D'altronde Napoli è da decenni in una situazione disastrosa, che la crisi ha ulteriormente aggravato. Che succederà? Nessuno osa dirlo apertamente, ma sul Palazzo del Comune aleggia un fantasma chiamato default. Se a fine mese i 9.930 dipendenti (non calcolando quelli delle municipalizzate) non ricevessero lo stipendio, sarebbe una tragedia.
Tragedia che a Roma è già un fatto, almeno a giudicare dal comunicato stampa diramato ieri dalla Spa San Raffaele in cui si legge che il gruppo ha avviato le procedure di cessazione per 13 strutture sanitarie, «con la conseguente dimissione di 2.098 pazienti» e il licenziamento di 2.074 lavoratori. C'è da rabbrividire. Per quale motivo si è arrivati a tanto? La società vanterebbe un credito di 250 milioni (rette non onorate) dalla Regione Lazio, con la quale, inoltre, è in corso una causa per una somma analoga. L'azienda afferma di non avere più quattrini per il vitto, i farmaci, i salari eccetera, quindi di essere obbligata ad arrendersi.
Ci si domanda dove andranno a finire i malati. Saranno ricoverati in ospedali pubblici? Quali? Trovare un posto in 24 ore a 2.000 e passa degenti non sarà un'operazione semplice. Come mai la Regione non azzera il debito? La presidente Renata Polverini ha ricevuto una pesante eredità finanziaria: buchi da tutte le parti, specialmente nel settore sanitario, e non sa più a chi rivolgersi per recuperare quattrini.
Sta di fatto che il San Raffaele capitolino non è in grado di gestire 13 cliniche senza riscuotere il becco di un centesimo in cambio delle prestazioni offerte. Da notare che Roma è la città italiana i cui contribuenti versano la più alta addizionale Irpef per ripianare i passivi accumulati in anni di non brillante amministrazione. Piero Marrazzo, predecessore dell'attuale governatore, forse distratto da problemi extrapolitici, forse in altre faccende affaccendato, ha trascurato di contenere la spesa per la salute, che va dalla copertura dei costi degli interventi chirurgici a quella degli acquisti di supposte, creando una voragine nella contabilità.
Sennonché adesso i nodi sono venuti al pettine.
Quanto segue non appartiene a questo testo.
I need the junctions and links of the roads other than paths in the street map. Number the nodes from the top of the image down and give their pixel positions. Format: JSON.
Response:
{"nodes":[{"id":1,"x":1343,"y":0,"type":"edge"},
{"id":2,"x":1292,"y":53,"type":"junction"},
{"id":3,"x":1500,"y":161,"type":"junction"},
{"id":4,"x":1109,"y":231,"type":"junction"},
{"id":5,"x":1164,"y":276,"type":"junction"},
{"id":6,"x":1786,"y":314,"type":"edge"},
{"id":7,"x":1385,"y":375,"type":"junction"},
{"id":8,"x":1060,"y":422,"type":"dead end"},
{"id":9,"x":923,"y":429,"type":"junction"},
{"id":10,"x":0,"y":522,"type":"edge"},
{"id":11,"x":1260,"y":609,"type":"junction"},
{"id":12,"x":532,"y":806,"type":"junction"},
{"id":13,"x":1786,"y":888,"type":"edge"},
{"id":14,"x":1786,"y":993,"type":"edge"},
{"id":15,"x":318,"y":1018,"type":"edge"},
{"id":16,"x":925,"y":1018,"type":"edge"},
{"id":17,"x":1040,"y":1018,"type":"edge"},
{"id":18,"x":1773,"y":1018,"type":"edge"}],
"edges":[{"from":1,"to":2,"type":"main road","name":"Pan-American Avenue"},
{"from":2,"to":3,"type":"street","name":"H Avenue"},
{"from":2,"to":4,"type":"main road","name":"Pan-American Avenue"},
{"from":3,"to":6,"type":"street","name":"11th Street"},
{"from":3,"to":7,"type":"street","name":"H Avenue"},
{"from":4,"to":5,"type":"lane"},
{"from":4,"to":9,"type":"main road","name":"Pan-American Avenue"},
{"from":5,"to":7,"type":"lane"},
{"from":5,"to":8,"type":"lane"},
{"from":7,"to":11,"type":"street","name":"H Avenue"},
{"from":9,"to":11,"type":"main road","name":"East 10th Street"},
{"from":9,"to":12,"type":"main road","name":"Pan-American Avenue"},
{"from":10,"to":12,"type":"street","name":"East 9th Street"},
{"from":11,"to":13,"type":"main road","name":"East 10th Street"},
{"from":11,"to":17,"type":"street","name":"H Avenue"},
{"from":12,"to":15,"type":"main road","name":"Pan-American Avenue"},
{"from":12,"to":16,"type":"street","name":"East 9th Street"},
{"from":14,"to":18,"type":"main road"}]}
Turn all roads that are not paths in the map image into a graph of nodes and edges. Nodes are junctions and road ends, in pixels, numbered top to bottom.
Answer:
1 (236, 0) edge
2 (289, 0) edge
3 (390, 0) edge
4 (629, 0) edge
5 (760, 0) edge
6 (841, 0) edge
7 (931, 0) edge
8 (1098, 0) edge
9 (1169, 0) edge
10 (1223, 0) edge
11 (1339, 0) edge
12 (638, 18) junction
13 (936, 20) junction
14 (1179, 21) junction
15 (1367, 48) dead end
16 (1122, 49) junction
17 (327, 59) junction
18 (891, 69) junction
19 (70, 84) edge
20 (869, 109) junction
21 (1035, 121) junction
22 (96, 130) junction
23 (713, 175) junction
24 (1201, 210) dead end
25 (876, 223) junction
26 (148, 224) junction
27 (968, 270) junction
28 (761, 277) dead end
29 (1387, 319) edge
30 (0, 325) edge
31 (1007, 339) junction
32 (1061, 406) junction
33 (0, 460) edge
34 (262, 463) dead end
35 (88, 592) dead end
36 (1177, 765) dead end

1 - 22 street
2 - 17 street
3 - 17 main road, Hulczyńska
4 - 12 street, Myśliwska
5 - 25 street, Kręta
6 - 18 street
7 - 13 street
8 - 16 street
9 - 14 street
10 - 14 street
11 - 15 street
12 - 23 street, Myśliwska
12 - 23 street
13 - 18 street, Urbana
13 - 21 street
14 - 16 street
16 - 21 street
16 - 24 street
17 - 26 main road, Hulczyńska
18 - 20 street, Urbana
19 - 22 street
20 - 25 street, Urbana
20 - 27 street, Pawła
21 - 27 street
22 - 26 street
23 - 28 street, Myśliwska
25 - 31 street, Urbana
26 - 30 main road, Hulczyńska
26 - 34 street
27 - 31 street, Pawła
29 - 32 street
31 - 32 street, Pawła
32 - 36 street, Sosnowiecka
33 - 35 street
E chi li scioglie? Nella presente contingenza, alla brava Polverini converrà mettersi una mano sulla coscienza e l'altra sul portafogli, altrimenti sarà un pasticcio. A meno che non abbia ragione lei quando dice, giustificandosi, che la proprietà aziendale, avendo questioni giudiziarie aperte, debba fare capo alla magistratura per sbloccare gli intoppi che impediscono il saldo delle cifre in sospeso.


La vicenda è complicata e, al di là dei dettagli tecnici, rivela il disagio di chi sia alle prese con gli uffici giudiziari e il settore pubblico in genere. Il nostro è un Paese nel quale il cittadino, in particolare se imprenditore, se casca nei pantani della burocrazia è destinato a soccombere. Fa prima a cambiare mestiere che a ottenere giustizia.